Naidu, learned counsel for the appellant as that may prove counterproductive by putting the accused on guard thereby resulting in failure of the trap and therefore the contention is rejected. 21. A perusal of the judgment of the learned Sessions Court would indicate that it is based upon an incorrect premise for the reason that in para 8 at the start of the discussion of the reasoning itself the learned Sessions Court holds that the moment, the defence accepted that the amount was found in the custody of the accused by virtue of the trap laid, then it was for the accused to explain the purpose for which the amount was found in his possession and was accepted by him, ignoring the basic requirement of law that for a conviction under the aforesaid provisions what is necessary, is for the demand to have been proved by an independent witness, which in this case was PW 2, whose evidence in regard to the so called demand, has already been discussed above.

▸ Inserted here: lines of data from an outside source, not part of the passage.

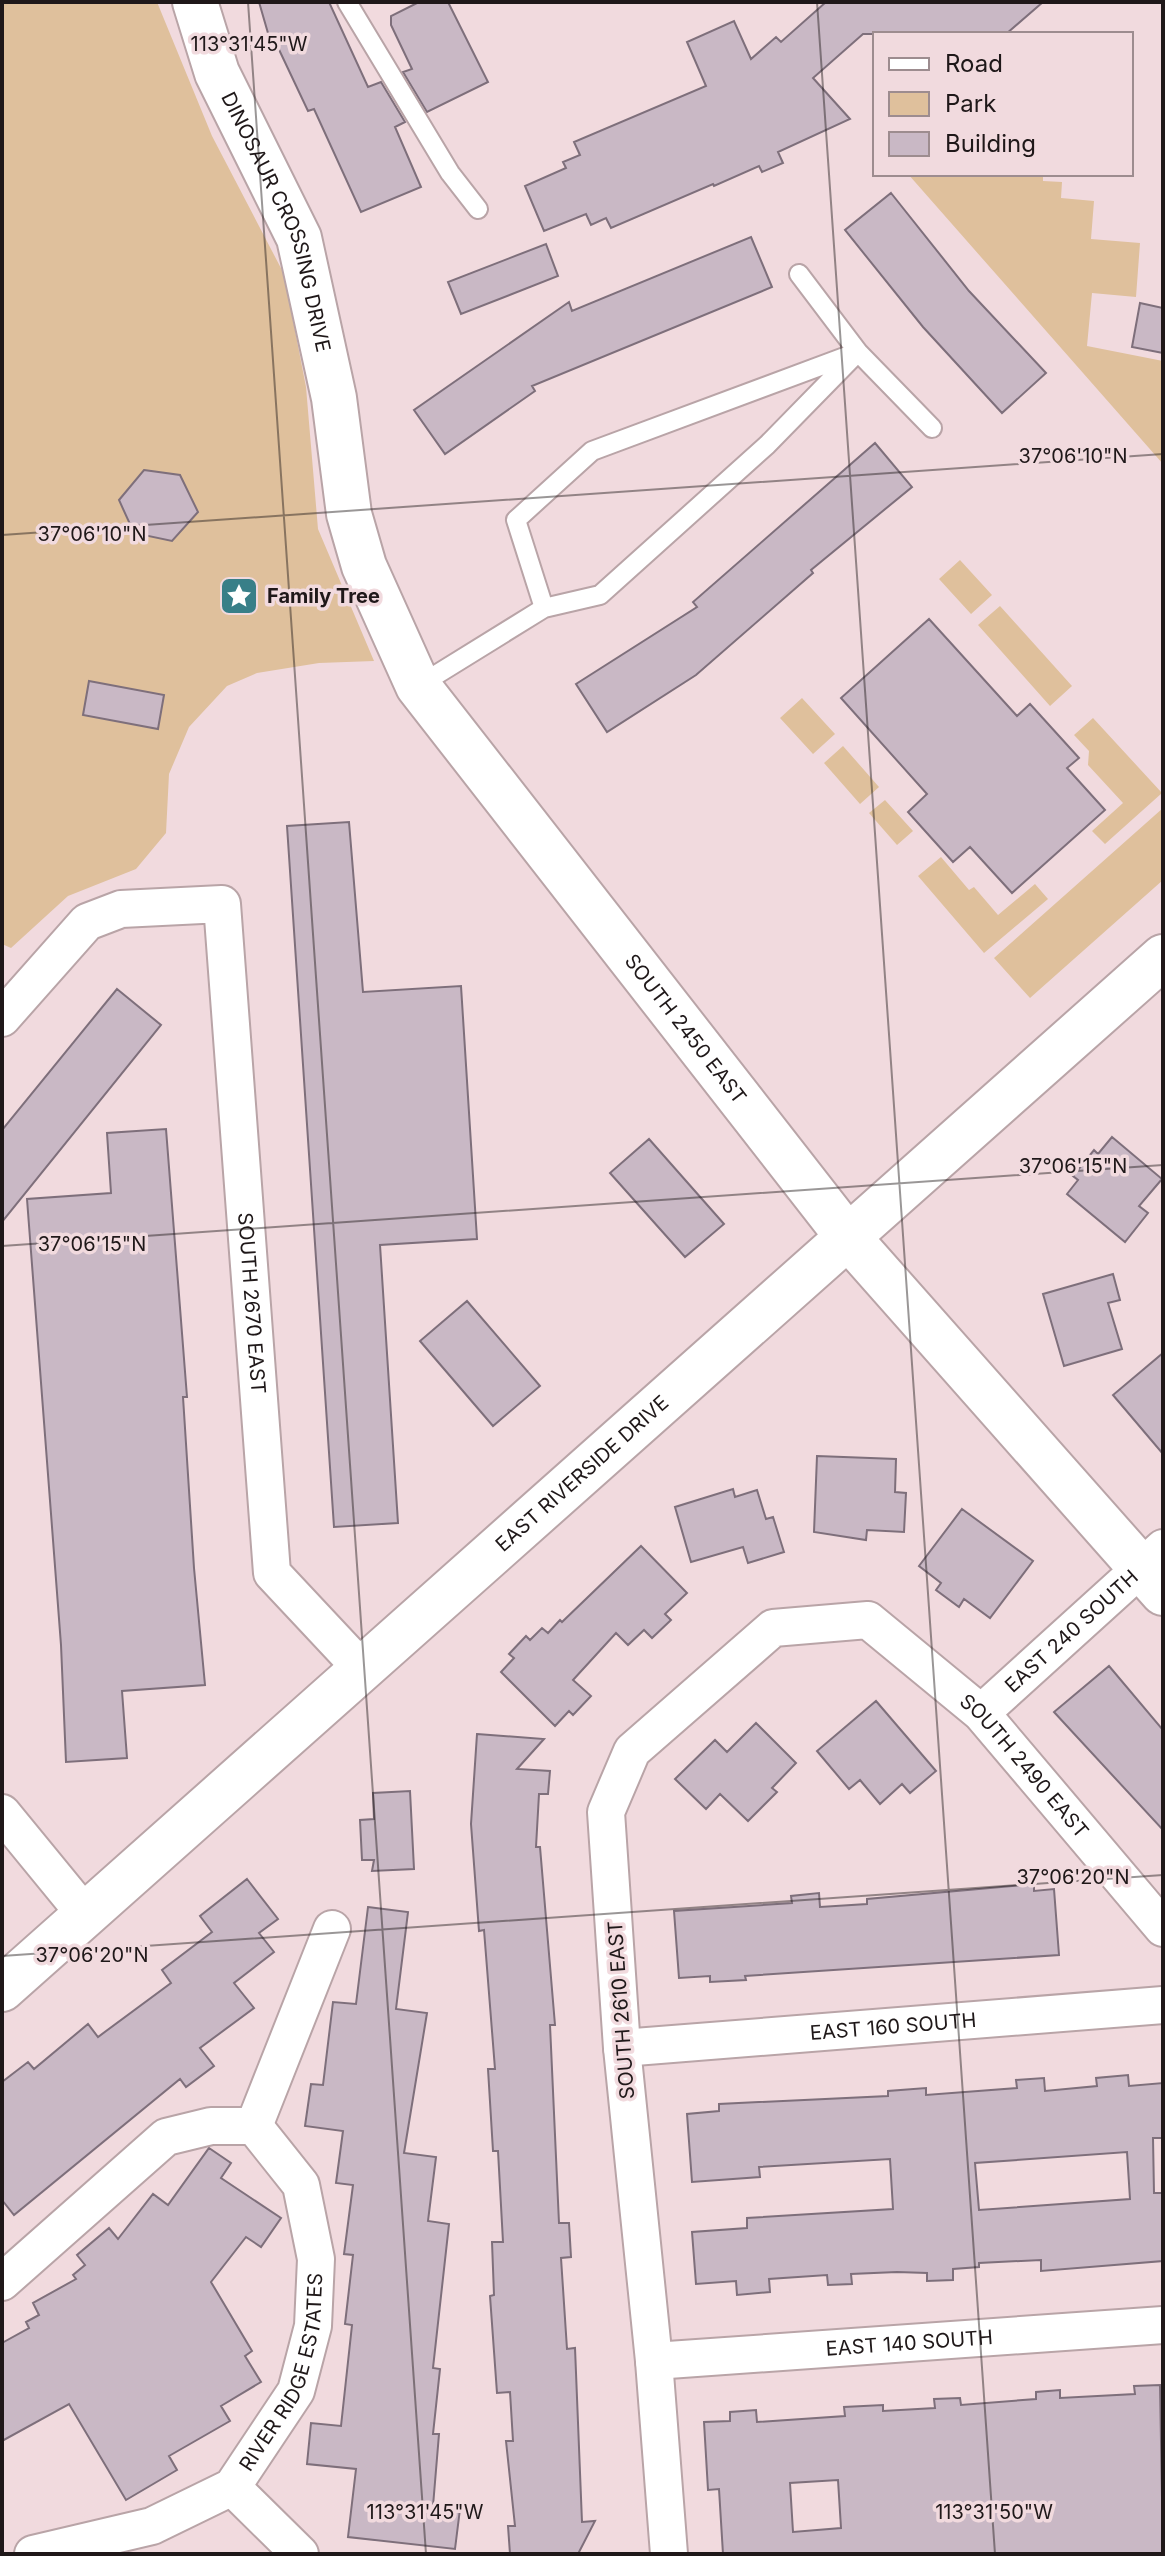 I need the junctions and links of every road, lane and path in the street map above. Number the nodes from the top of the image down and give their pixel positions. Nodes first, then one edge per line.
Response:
1 (195, 2) edge
2 (347, 2) edge
3 (478, 209) dead end
4 (799, 274) dead end
5 (858, 352) junction
6 (334, 398) joint
7 (932, 428) dead end
8 (544, 608) junction
9 (418, 686) junction
10 (1163, 957) edge
11 (2, 1018) edge
12 (847, 1236) junction
13 (1156, 1570) edge
14 (868, 1620) joint
15 (361, 1668) junction
16 (981, 1713) junction
17 (2, 1813) edge
18 (84, 1913) junction
19 (1163, 1928) edge
20 (332, 1929) dead end
21 (2, 1989) edge
22 (1163, 2005) edge
23 (622, 2048) junction
24 (254, 2126) junction
25 (3, 2280) edge
26 (1163, 2325) edge
27 (654, 2361) junction
28 (232, 2487) junction
29 (33, 2554) edge
30 (300, 2554) edge
31 (669, 2554) edge

1 - 6 street, DINOSAUR CROSSING DRIVE
2 - 3 lane
4 - 5 lane
5 - 7 lane
5 - 8 lane
5 - 8 lane
6 - 9 street, SOUTH 2450 EAST
8 - 9 lane
9 - 12 street, SOUTH 2450 EAST
10 - 12 street, EAST RIVERSIDE DRIVE
11 - 15 street, SOUTH 2670 EAST
12 - 13 street, SOUTH 2450 EAST
12 - 15 street, EAST RIVERSIDE DRIVE
13 - 16 street, EAST 240 SOUTH
14 - 16 street, SOUTH 2490 EAST
14 - 23 street, SOUTH 2610 EAST
15 - 18 street, EAST RIVERSIDE DRIVE
16 - 19 street, SOUTH 2490 EAST
17 - 18 street
18 - 21 street, EAST RIVERSIDE DRIVE
20 - 24 street
22 - 23 street, EAST 160 SOUTH
23 - 27 street, SOUTH 2610 EAST
24 - 25 street
24 - 28 street, RIVER RIDGE ESTATES
26 - 27 street, EAST 140 SOUTH
27 - 31 street, SOUTH 2610 EAST
28 - 29 street, RIVER RIDGE ESTATES
28 - 30 street, RIVER RIDGE ESTATES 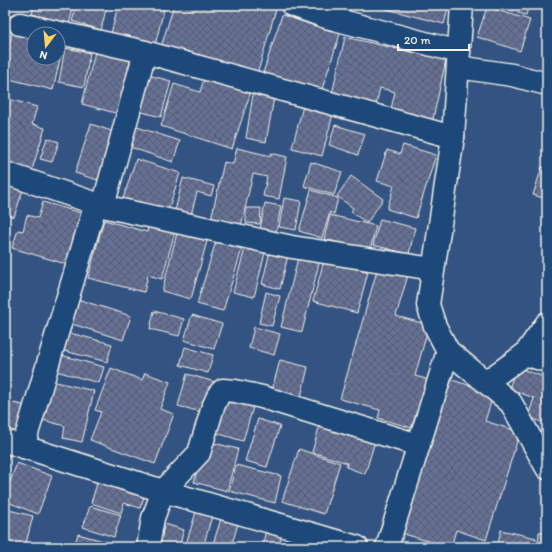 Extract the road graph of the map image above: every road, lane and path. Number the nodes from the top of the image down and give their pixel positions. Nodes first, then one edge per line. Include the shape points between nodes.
1 (292, 5) edge
2 (462, 5) edge
3 (16, 16) edge
4 (145, 52) junction
5 (458, 59) junction
6 (547, 84) edge
7 (452, 137) junction
8 (5, 173) edge
9 (100, 205) junction
10 (433, 269) junction
11 (547, 323) edge
12 (448, 351) junction
13 (525, 354) junction
14 (547, 361) edge
15 (486, 382) junction
16 (14, 444) edge
17 (418, 445) junction
18 (547, 468) edge
19 (163, 491) junction
20 (148, 547) edge
21 (357, 547) edge
22 (386, 547) edge

1 - 5 street
2 - 5 street
3 - 4 street
4 - 7 street
4 - 9 street
5 - 6 street
5 - 7 street
7 - 10 street
8 - 9 street
9 - 10 street via 292,247
9 - 16 street
10 - 12 street via 428,305
11 - 13 street
12 - 15 street
12 - 17 street
13 - 14 street
13 - 15 street
15 - 18 street via 511,403
16 - 19 street
17 - 19 street via 262,397 223,390 213,407 199,453
17 - 22 street
19 - 20 street
19 - 21 street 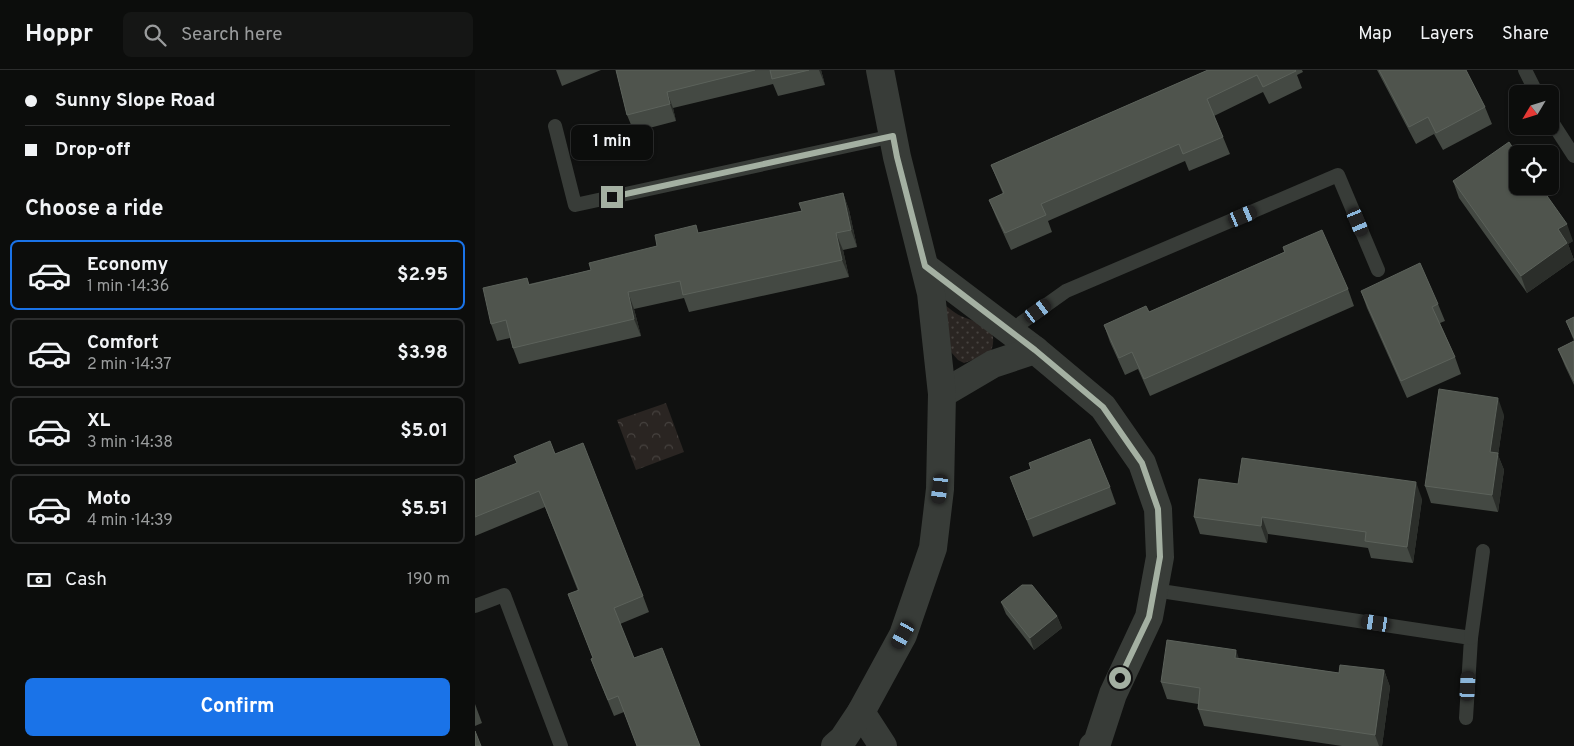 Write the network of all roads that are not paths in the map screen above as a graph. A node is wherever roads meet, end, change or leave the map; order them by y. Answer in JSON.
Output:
{"nodes":[{"id":1,"x":880,"y":70,"type":"edge"},
{"id":2,"x":1525,"y":70,"type":"edge"},
{"id":3,"x":1532,"y":85,"type":"edge"},
{"id":4,"x":555,"y":126,"type":"dead end"},
{"id":5,"x":1559,"y":134,"type":"edge"},
{"id":6,"x":893,"y":136,"type":"junction"},
{"id":7,"x":1574,"y":156,"type":"edge"},
{"id":8,"x":925,"y":266,"type":"junction"},
{"id":9,"x":1378,"y":270,"type":"dead end"},
{"id":10,"x":1010,"y":331,"type":"junction"},
{"id":11,"x":1035,"y":350,"type":"junction"},
{"id":12,"x":942,"y":394,"type":"junction"},
{"id":13,"x":1483,"y":551,"type":"dead end"},
{"id":14,"x":1154,"y":590,"type":"junction"},
{"id":15,"x":475,"y":606,"type":"edge"},
{"id":16,"x":1471,"y":638,"type":"junction"},
{"id":17,"x":861,"y":712,"type":"junction"},
{"id":18,"x":1466,"y":718,"type":"dead end"},
{"id":19,"x":1097,"y":745,"type":"edge"},
{"id":20,"x":561,"y":746,"type":"edge"},
{"id":21,"x":835,"y":746,"type":"edge"},
{"id":22,"x":883,"y":746,"type":"edge"}],
"edges":[{"from":1,"to":6,"type":"street"},
{"from":2,"to":3,"type":"lane"},
{"from":4,"to":6,"type":"lane"},
{"from":5,"to":7,"type":"lane"},
{"from":6,"to":8,"type":"street"},
{"from":8,"to":10,"type":"street"},
{"from":8,"to":12,"type":"street"},
{"from":9,"to":10,"type":"lane"},
{"from":10,"to":11,"type":"street"},
{"from":11,"to":12,"type":"street"},
{"from":11,"to":14,"type":"street"},
{"from":12,"to":17,"type":"street"},
{"from":13,"to":16,"type":"lane"},
{"from":14,"to":16,"type":"lane"},
{"from":14,"to":19,"type":"street"},
{"from":15,"to":20,"type":"lane"},
{"from":16,"to":18,"type":"lane"},
{"from":17,"to":21,"type":"street"},
{"from":17,"to":22,"type":"street"}]}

So also, the post- trap panchnama Exh.14, has been incorrectly relied upon, merely based upon the so called admission as indicated by the endorsement thereupon ignoring the position that the endorsement itself disputed the correctness of the contents of the post-trap panchnama. 22. In view of the above discussion, in my considered opinion the judgment dtd. 5/9/2009, rendered by the Special Court (ACB), Nagpur, convicting the appellant for the offence under Ss. 7, 13(1)(d) and 13(2) of the P.C. Act cannot be sustained, the same is hereby quashed and set aside. The appellant is acquitted of the aforesaid offences. 23. The criminal appeal is allowed. Pending application(s), if any, stand(s) disposed of.